Некоторые говорят, что Черчилль, придя к власти, по существу совершил разворот на 180 градусов, отказавшись от своего страстного европейства, поскольку Энтони Иден и другие консерваторы не разделяли его. При таком анализе у Черчилля и Джона Мейджора наблюдается некоторое сходство действий – подрезка, чтобы унять евроскептиков. Я не думаю, что подобный подход воздает должное ему или его видению. Вернитесь к его ключевой речи в парламенте 27 июня 1950 г., в которой он в полной мере очерчивает свои европейские взгляды.
Он затрагивает суть наших сегодняшних беспокойств, точную роль Британии.
Вопрос, который мы должны решить для себя – а у нас достаточно времени, чтобы размышления были зрелыми, – состоит в том, какая связь должна быть у Британии с Федеративным Союзом Европы, если таковой появится с течением времени?
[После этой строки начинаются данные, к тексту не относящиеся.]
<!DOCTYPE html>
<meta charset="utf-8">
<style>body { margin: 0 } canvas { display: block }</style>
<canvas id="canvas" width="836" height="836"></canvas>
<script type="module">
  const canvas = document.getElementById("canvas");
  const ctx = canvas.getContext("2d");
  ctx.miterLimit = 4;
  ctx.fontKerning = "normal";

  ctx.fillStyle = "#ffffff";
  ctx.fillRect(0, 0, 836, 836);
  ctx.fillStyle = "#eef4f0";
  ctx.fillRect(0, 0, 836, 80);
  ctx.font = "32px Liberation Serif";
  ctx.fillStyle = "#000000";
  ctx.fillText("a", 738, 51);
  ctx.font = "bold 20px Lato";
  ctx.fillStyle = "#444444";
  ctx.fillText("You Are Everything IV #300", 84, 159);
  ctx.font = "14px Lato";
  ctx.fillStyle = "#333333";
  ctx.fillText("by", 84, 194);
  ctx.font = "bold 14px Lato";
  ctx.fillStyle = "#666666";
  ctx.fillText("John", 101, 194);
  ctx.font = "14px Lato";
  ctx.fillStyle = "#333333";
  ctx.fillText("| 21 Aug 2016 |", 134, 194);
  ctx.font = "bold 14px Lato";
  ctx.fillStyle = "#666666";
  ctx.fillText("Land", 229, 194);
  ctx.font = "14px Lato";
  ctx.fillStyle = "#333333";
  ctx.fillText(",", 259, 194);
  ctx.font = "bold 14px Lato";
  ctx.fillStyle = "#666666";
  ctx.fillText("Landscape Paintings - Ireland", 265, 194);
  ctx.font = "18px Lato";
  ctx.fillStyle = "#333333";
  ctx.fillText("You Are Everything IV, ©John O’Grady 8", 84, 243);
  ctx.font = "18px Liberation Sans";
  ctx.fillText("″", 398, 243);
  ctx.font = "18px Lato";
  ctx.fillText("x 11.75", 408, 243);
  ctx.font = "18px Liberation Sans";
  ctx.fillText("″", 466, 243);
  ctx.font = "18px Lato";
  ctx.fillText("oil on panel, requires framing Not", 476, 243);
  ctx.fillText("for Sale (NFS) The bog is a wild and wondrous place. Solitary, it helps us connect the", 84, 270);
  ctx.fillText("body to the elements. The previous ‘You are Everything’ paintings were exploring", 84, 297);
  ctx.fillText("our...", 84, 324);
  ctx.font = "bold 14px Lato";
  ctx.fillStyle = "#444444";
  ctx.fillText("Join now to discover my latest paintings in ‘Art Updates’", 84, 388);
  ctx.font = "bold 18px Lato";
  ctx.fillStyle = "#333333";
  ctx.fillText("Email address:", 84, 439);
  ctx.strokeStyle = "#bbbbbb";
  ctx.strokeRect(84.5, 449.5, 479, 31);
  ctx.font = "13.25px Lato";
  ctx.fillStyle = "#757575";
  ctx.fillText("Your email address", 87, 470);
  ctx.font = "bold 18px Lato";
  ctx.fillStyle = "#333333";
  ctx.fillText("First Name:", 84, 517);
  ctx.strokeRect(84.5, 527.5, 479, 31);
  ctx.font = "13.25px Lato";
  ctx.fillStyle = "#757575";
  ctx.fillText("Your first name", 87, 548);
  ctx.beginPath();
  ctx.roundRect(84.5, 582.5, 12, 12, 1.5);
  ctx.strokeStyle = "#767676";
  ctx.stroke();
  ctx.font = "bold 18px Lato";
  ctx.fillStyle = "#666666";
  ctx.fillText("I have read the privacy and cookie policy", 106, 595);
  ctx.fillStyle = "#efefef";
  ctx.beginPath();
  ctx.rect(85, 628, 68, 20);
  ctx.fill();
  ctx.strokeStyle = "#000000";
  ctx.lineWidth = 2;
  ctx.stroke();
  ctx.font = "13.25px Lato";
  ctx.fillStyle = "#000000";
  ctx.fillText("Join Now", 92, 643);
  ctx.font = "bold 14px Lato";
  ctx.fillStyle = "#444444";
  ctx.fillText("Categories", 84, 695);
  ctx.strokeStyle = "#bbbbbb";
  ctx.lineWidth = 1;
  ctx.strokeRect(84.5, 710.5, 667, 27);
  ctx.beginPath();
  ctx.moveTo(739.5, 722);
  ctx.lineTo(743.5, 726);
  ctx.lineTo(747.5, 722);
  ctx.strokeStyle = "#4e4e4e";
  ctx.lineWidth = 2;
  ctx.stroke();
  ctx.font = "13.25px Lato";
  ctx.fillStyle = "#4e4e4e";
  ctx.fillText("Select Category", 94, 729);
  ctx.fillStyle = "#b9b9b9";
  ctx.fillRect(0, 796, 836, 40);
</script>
Сегодня еще не требуется принимать решение, но я дам, со всем смирением, прямой ответ. Я не мыслю Британию обычным членом Федеративного Союза, ограниченного Европой, в любом обозримом сейчас будущем. По моему мнению, мы должны благоволить и способствовать всем изменениям на континенте, естественно возникающим вследствие устранения барьеров, из процесса примирения и благословенного забвения ужасного прошлого, а также из осознания общих опасностей, грядущих и настоящих. Хотя конкретная и незыблемая федеративная конституция для Европы находится вне рамок текущих дел, мы должны оказывать помощь, выступать гарантом и всячески поддерживать движение к европейскому единству. Нам надлежит непреклонно искать возможности, чтобы пребывать в тесной связи с этим союзом.
Вот видите: он хочет, чтобы Соединенное Королевство «пребывало в тесной связи», но не представляет Британию «обычным членом». Поэтому не было никакого поворота на 180 градусов, никакого сальто. Именно с такой установкой он возглавил правительство.
Не то чтобы он против Европы или по своей природе враждебен любой континентальной державе. Напротив, он страстно любил Францию и, наверное, был самым раскованным франкофилом из тех, что занимали пост премьер-министра. Но, по его представлениям, Британия не ограничивалась рамками Европы, она обращена лицом ко всему прочему миру.
И в этом он удивительно последователен на протяжении всей политической жизни. В завершение статьи 1930 г. он представил свое видение Британии посредством диаграммы Венна, изображающей три пересекающихся круга. «Великобритания может претендовать, с равным на то оправданием, на одновременное исполнение трех ролей: европейской нации, средоточия Британской империи, а также компаньона англоязычного мира. Это не три внеположных дела, а триединое дело».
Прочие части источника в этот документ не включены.